Exercise –
Search the records for the word "that". Copy every line where it appears.
--- Extracted material ---
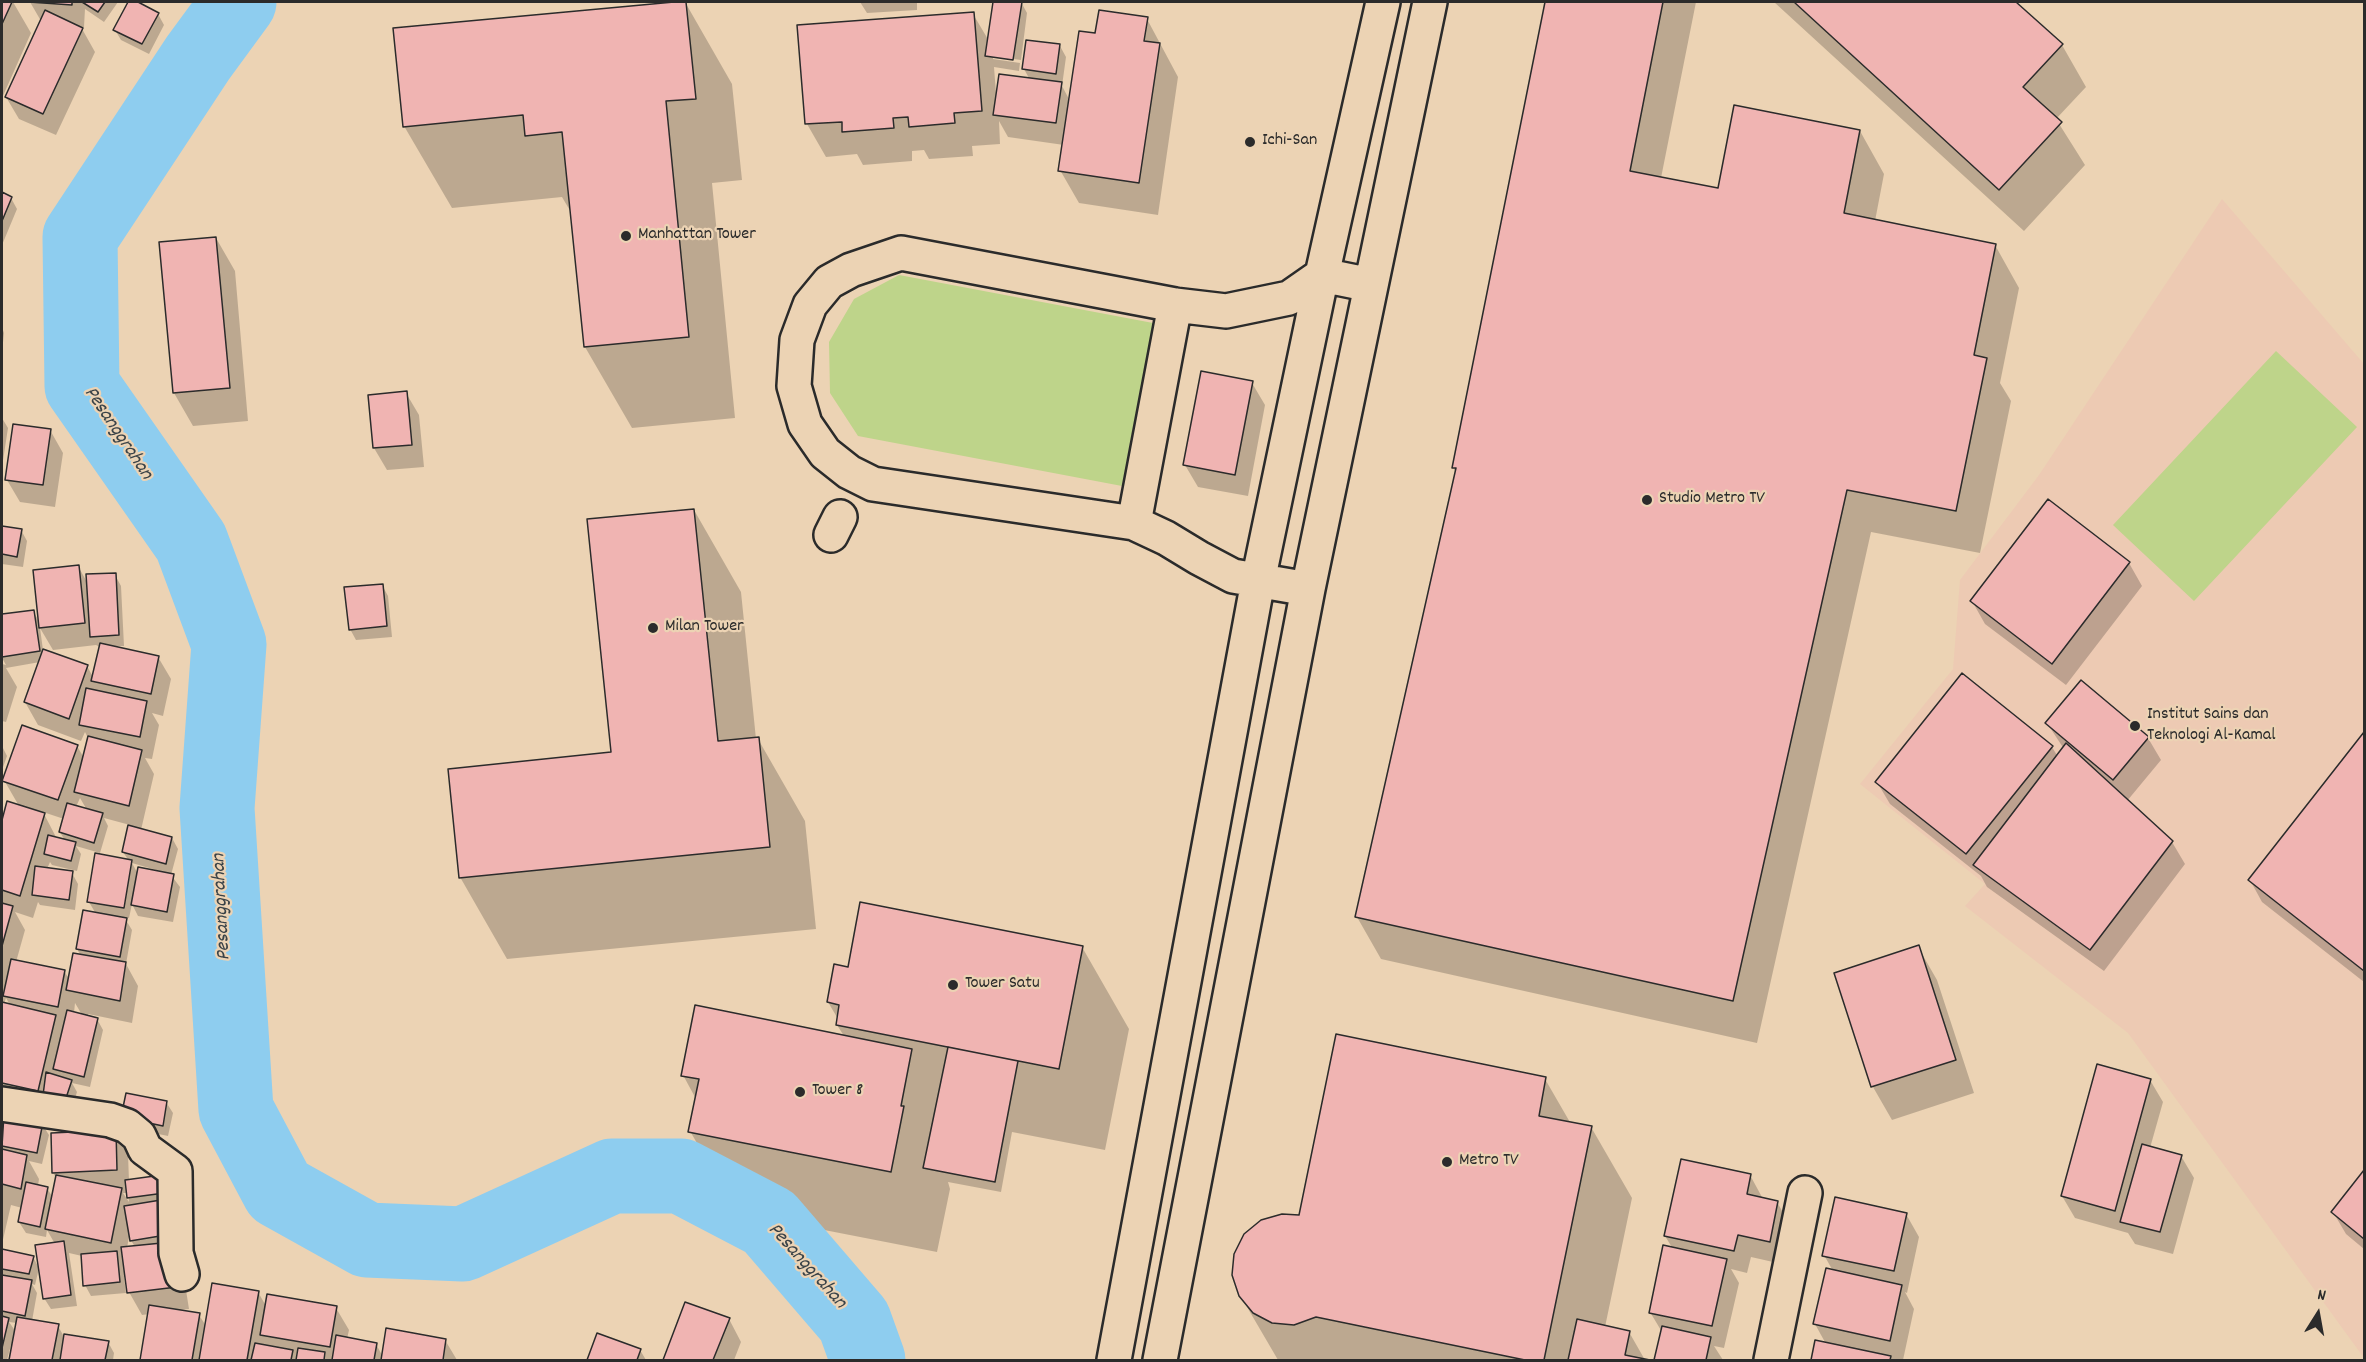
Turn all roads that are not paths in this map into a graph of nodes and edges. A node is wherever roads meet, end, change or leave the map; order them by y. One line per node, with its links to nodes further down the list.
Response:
---
--- Extracted material ---
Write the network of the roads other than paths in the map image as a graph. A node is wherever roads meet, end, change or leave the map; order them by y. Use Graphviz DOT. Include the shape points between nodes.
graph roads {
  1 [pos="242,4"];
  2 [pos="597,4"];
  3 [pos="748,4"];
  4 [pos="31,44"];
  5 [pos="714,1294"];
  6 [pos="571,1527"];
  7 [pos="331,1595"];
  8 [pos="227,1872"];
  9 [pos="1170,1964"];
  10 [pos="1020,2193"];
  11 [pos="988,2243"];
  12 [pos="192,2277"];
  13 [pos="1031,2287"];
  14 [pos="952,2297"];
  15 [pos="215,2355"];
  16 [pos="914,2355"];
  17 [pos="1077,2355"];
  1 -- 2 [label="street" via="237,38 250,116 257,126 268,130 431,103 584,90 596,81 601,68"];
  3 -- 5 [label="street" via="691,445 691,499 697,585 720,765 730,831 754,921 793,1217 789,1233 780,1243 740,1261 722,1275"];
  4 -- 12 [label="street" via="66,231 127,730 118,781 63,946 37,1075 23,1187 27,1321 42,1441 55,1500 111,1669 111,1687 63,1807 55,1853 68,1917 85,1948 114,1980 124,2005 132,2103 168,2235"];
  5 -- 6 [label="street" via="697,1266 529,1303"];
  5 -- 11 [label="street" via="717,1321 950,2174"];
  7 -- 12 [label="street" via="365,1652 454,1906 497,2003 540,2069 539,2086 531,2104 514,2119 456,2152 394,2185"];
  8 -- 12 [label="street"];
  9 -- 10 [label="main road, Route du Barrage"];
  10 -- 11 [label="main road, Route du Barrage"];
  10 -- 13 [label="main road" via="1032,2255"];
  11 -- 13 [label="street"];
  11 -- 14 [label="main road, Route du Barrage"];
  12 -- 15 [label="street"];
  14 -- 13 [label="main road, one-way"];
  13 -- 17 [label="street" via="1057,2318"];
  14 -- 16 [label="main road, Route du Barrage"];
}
---
--- Extracted material ---
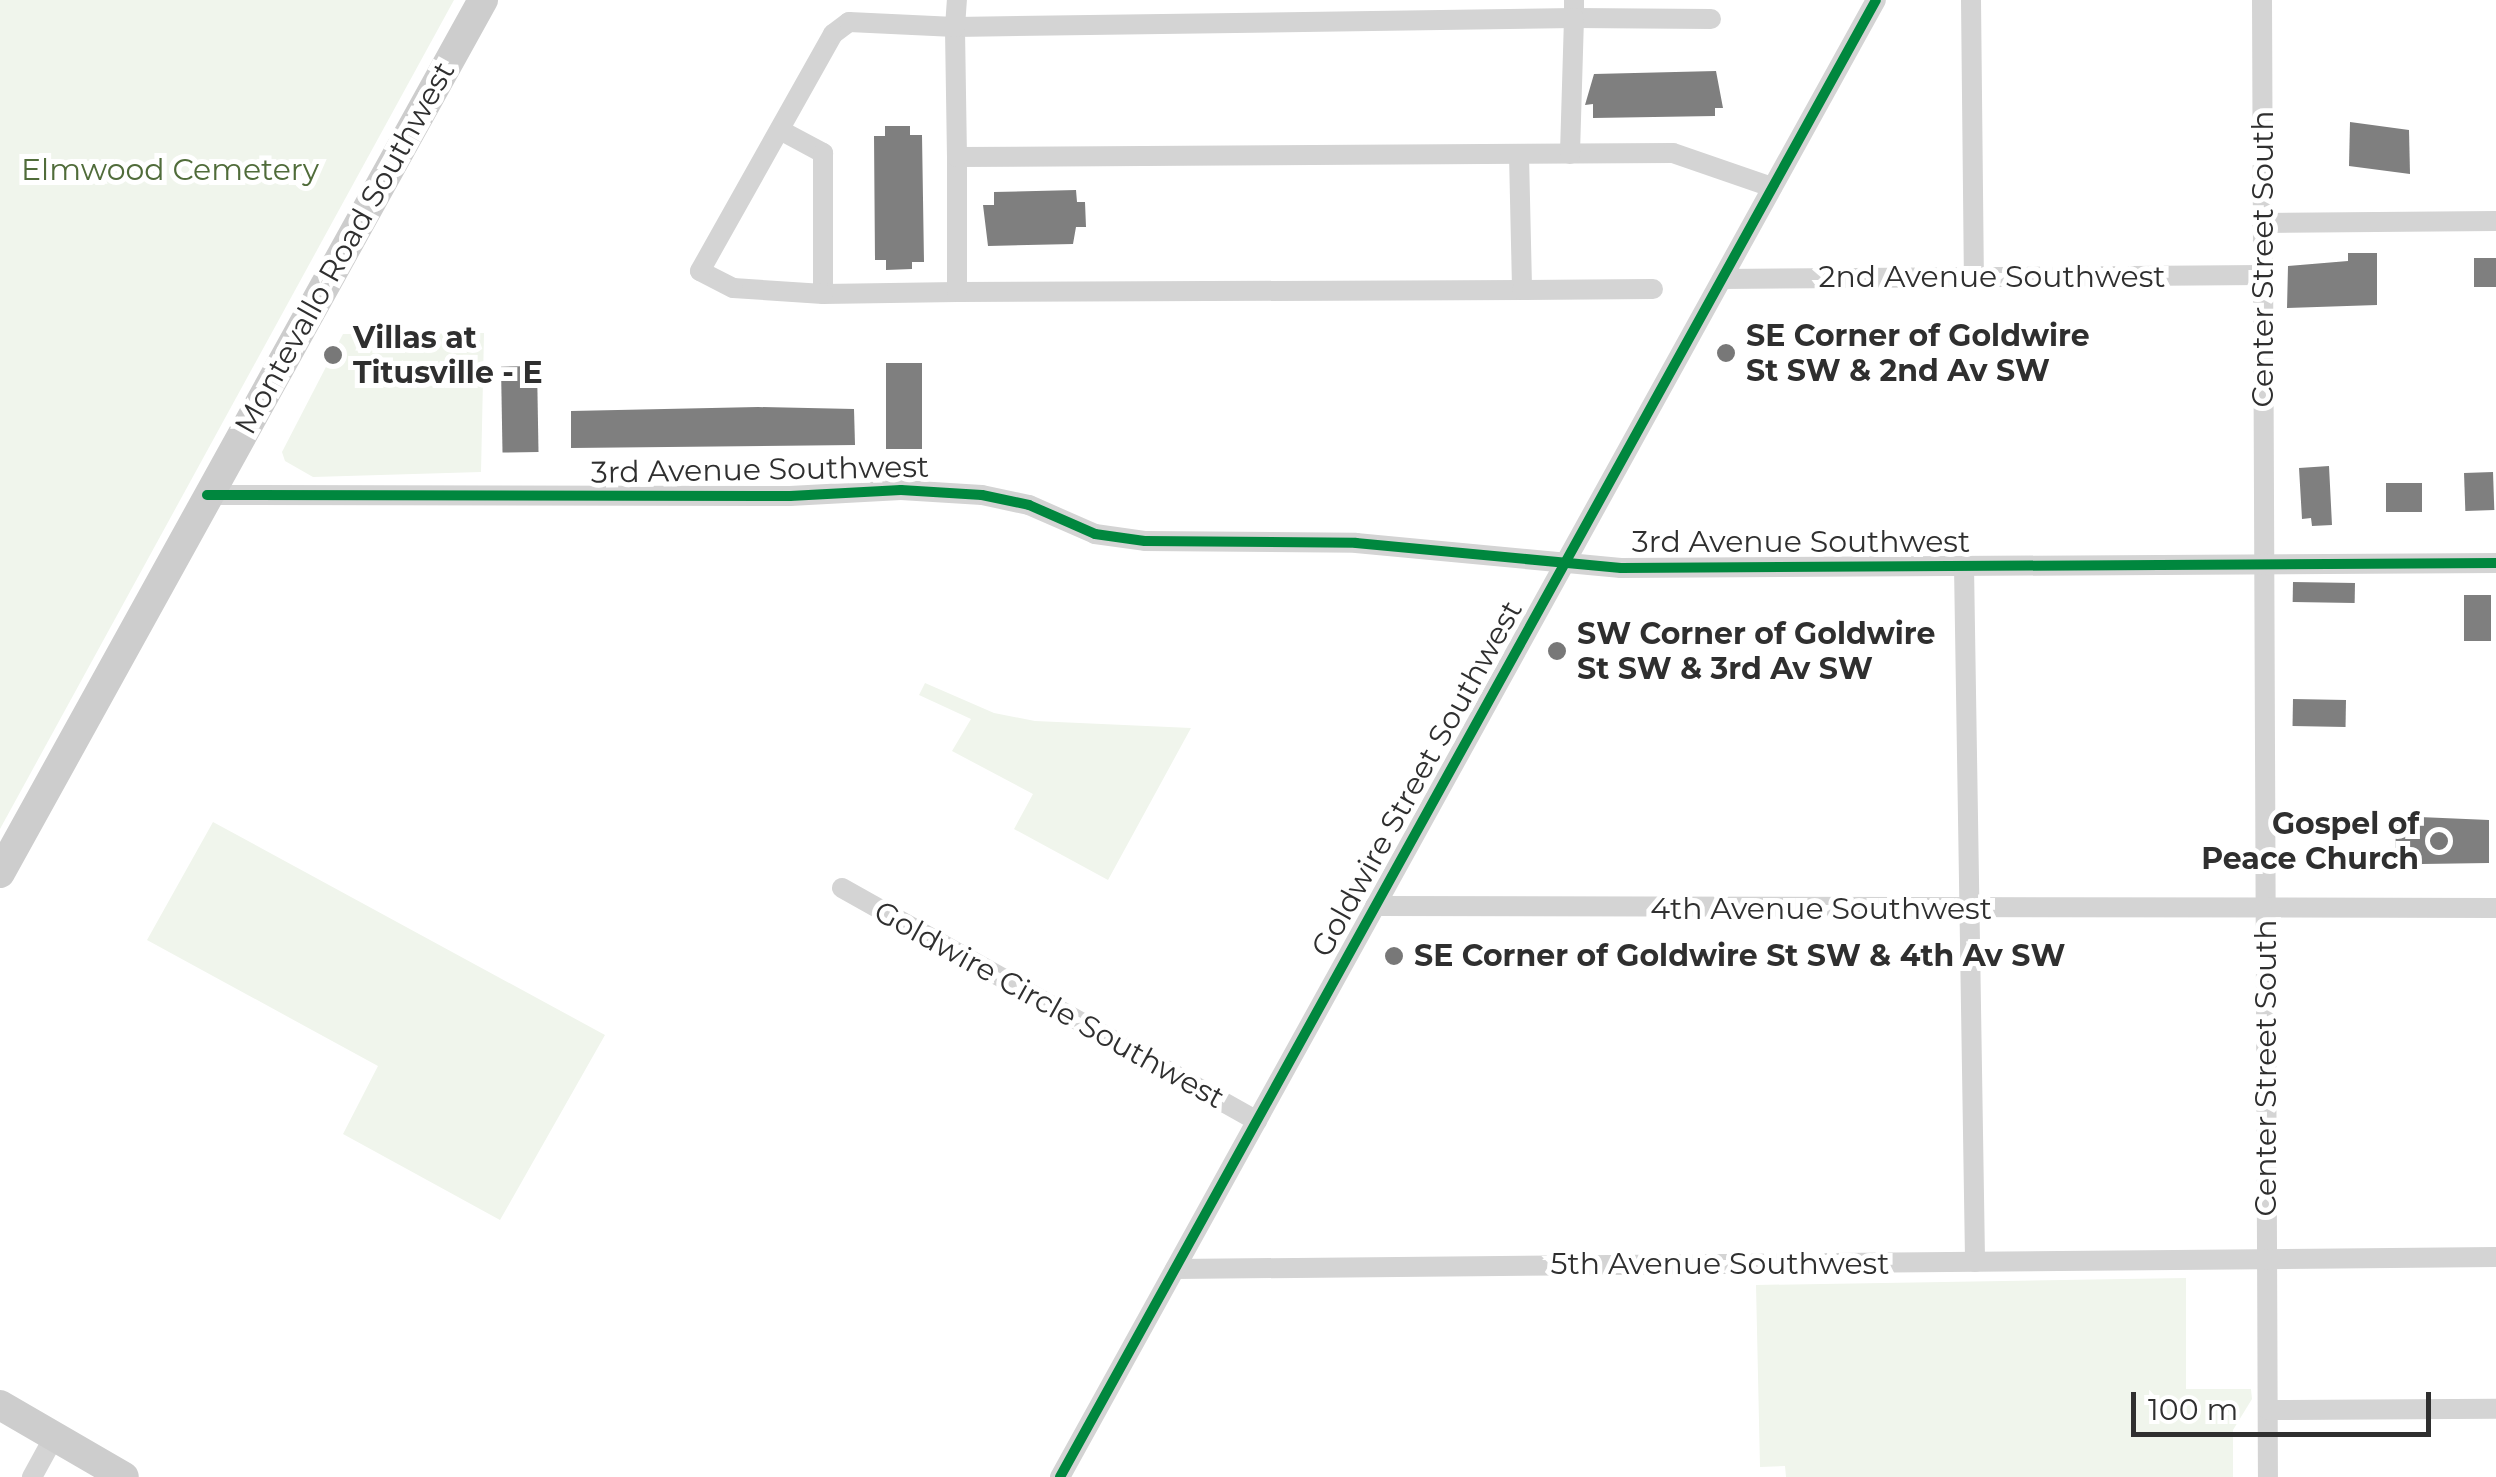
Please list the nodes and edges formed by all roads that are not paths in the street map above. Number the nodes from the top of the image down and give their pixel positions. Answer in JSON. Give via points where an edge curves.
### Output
---
Answer for the task –
Turn all roads that are not paths in this map into a graph of nodes and edges. A node is wherever roads meet, end, change or leave the map; order them by y. One line per node, with its links to nodes further down the list.
Please list the nodes and edges formed by all roads that are not paths in the street map above. Number the nodes from the top of the image down and give their pixel positions. Answer in JSON. Give via points where an edge curves.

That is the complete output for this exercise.